OBJECTIVE: This study evaluated prescription cannabidiol (CBD) outcomes during the first 12 months of therapy. METHODS: A single-center, prospective cohort study was performed including patients prescribed CBD from January 2019 - April 2020, excluding clinical trial patients and those using external specialty pharmacy services. The primary outcome wasepilepsy-related emergency healthcare service (EHS) use within 12 months of initation. Secondary outcomes included prescription CBD discontinuation rate and reason and concomitant anti-seizure medication (ASM) use. A multiple logistic regression model evaluated the odds of EHS use, adjusting for initial concomitant ASM count, age, and insurance type.

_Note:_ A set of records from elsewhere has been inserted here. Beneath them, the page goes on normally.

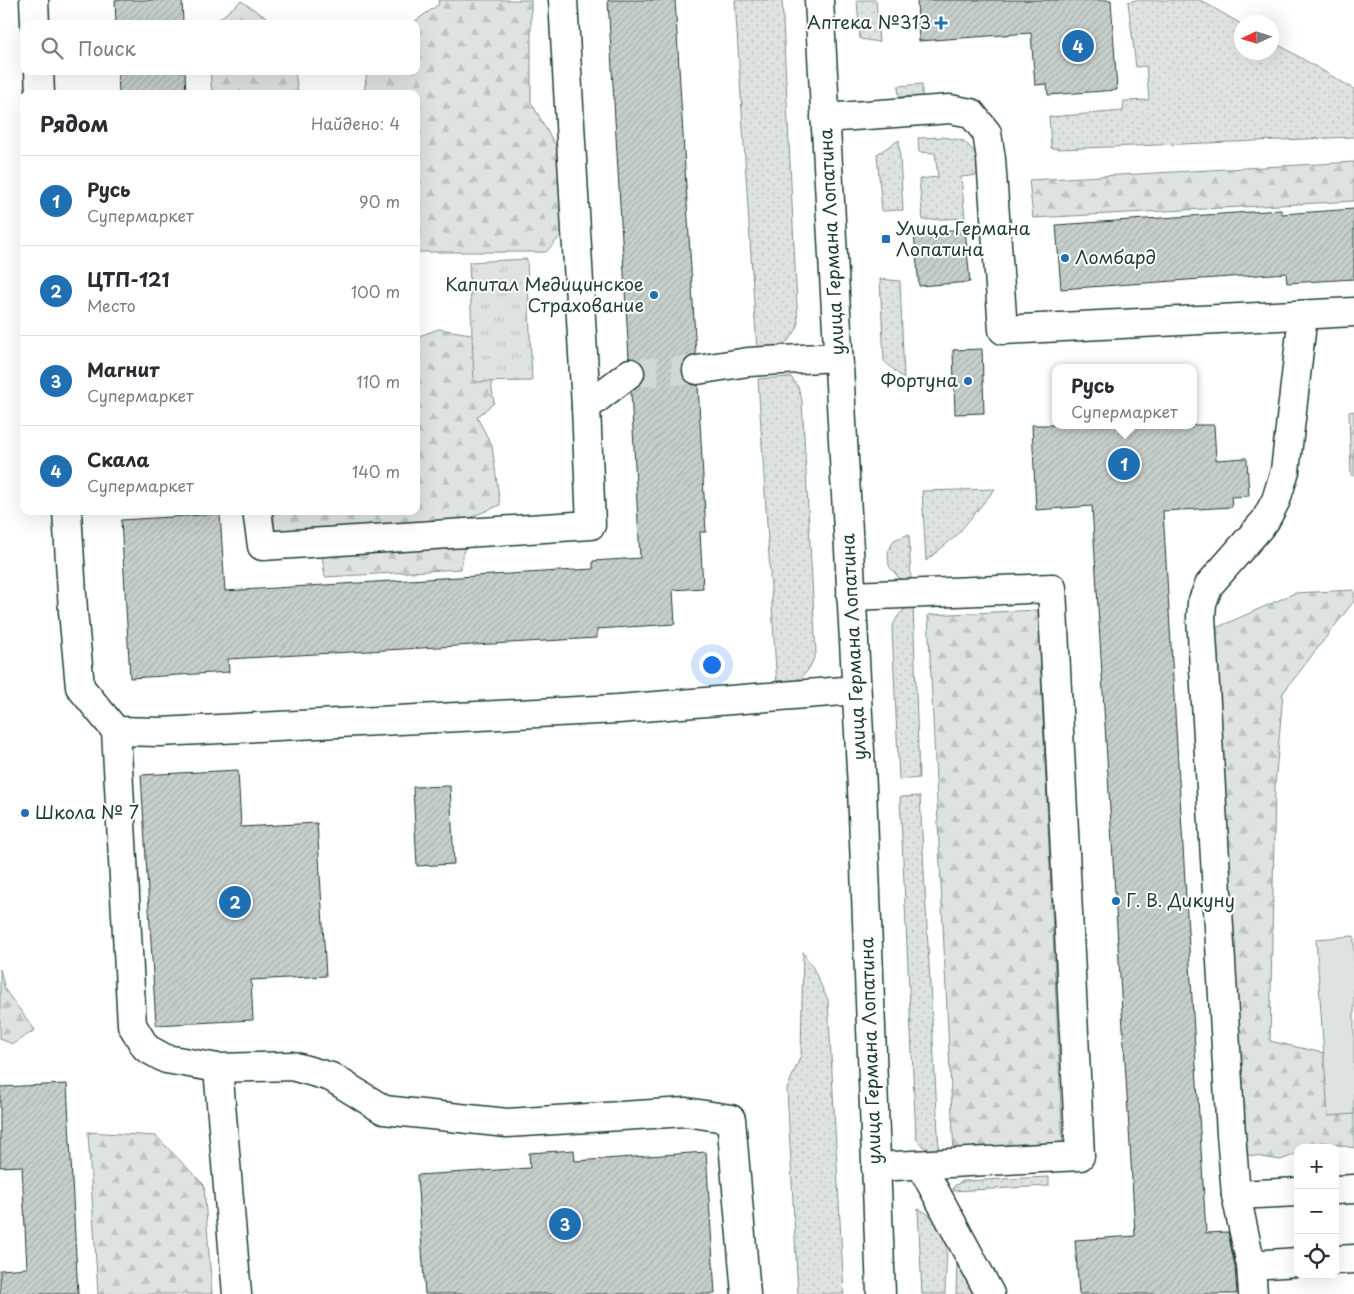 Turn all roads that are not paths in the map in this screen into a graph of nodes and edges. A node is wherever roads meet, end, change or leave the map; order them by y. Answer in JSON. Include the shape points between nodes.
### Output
{"nodes":[{"id":1,"x":34,"y":0,"type":"edge"},
{"id":2,"x":563,"y":0,"type":"edge"},
{"id":3,"x":819,"y":0,"type":"edge"},
{"id":4,"x":36,"y":20,"type":"edge"},
{"id":5,"x":38,"y":75,"type":"edge"},
{"id":6,"x":40,"y":90,"type":"edge"},
{"id":7,"x":825,"y":118,"type":"junction"},
{"id":8,"x":1354,"y":312,"type":"edge"},
{"id":9,"x":1303,"y":315,"type":"junction"},
{"id":10,"x":838,"y":357,"type":"junction"},
{"id":11,"x":697,"y":370,"type":"tunnel mouth"},
{"id":12,"x":630,"y":373,"type":"tunnel mouth"},
{"id":13,"x":586,"y":407,"type":"junction"},
{"id":14,"x":67,"y":515,"type":"edge"},
{"id":15,"x":258,"y":515,"type":"edge"},
{"id":16,"x":851,"y":596,"type":"junction"},
{"id":17,"x":856,"y":690,"type":"junction"},
{"id":18,"x":116,"y":731,"type":"junction"},
{"id":19,"x":218,"y":1068,"type":"junction"},
{"id":20,"x":921,"y":1165,"type":"junction"},
{"id":21,"x":876,"y":1167,"type":"junction"},
{"id":22,"x":1354,"y":1189,"type":"edge"},
{"id":23,"x":1339,"y":1190,"type":"edge"},
{"id":24,"x":1294,"y":1192,"type":"edge"},
{"id":25,"x":1236,"y":1195,"type":"junction"},
{"id":26,"x":1354,"y":1259,"type":"edge"},
{"id":27,"x":1339,"y":1260,"type":"edge"},
{"id":28,"x":1294,"y":1262,"type":"edge"},
{"id":29,"x":1251,"y":1265,"type":"junction"},
{"id":30,"x":237,"y":1294,"type":"edge"},
{"id":31,"x":746,"y":1294,"type":"edge"},
{"id":32,"x":881,"y":1294,"type":"edge"},
{"id":33,"x":990,"y":1294,"type":"edge"},
{"id":34,"x":1253,"y":1294,"type":"edge"}],
"edges":[{"from":1,"to":4,"type":"street"},
{"from":2,"to":13,"type":"street"},
{"from":3,"to":7,"type":"street","name":"улица Германа Лопатина"},
{"from":5,"to":6,"type":"street"},
{"from":7,"to":9,"type":"street","via":[[950,109],[971,112],[987,133],[991,159],[1003,330]]},
{"from":7,"to":10,"type":"street","name":"улица Германа Лопатина"},
{"from":8,"to":9,"type":"street"},
{"from":9,"to":25,"type":"street","via":[[1285,471],[1276,500],[1265,521],[1209,585],[1202,602]]},
{"from":10,"to":11,"type":"street","via":[[748,362]]},
{"from":10,"to":16,"type":"street","name":"улица Германа Лопатина"},
{"from":12,"to":13,"type":"street"},
{"from":13,"to":15,"type":"street","via":[[591,525],[262,546]]},
{"from":14,"to":18,"type":"street","via":[[80,687]]},
{"from":16,"to":17,"type":"street","name":"улица Германа Лопатина"},
{"from":16,"to":20,"type":"street","via":[[1052,588],[1080,1156]]},
{"from":17,"to":18,"type":"street","via":[[618,709]]},
{"from":17,"to":21,"type":"street","name":"улица Германа Лопатина"},
{"from":18,"to":19,"type":"street","via":[[132,1025],[146,1048],[166,1059]]},
{"from":19,"to":30,"type":"street"},
{"from":19,"to":31,"type":"street","via":[[292,1066],[331,1077],[384,1110],[507,1123],[686,1112],[731,1119]]},
{"from":20,"to":21,"type":"street"},
{"from":20,"to":33,"type":"street"},
{"from":21,"to":32,"type":"street","name":"улица Германа Лопатина"},
{"from":22,"to":23,"type":"street"},
{"from":24,"to":25,"type":"street"},
{"from":25,"to":29,"type":"street"},
{"from":26,"to":27,"type":"street"},
{"from":28,"to":29,"type":"street"},
{"from":29,"to":34,"type":"street"}]}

RESULTS: The 136 patients included were 85% white, 50% female, and 68% pediatric. EHS utilization occurred in 37% (n = 50) of patients; 29 patients (21%, n = 20 pediatric, n = 9 adult) had at least one emergency department (ED) visit, 9 patients (7%) had two or more; 30 patients (22%, n = 22 pediatric, n = 8 adult) had at least one hospitalizaion. Median time to first ED and hospitalization was 69 (IQR 31-196) and 104 (IQR 38-179) days, respectively. Prescription CBD was discontinued in 31 patients (23%, n = 18 pediatric, n = 13 adult), due to major side effects (n = 12, 39%), common side effects (n = 11, 36%), and unsatisfactory response (n = 11, 36%). There was no significant change in concomitant ASM use. CONCLUSION: Despite potential benefits of prescription CBD, many patients utilize EHSs in the first 12 months of treatment with minimal changes in concomitant ASM use.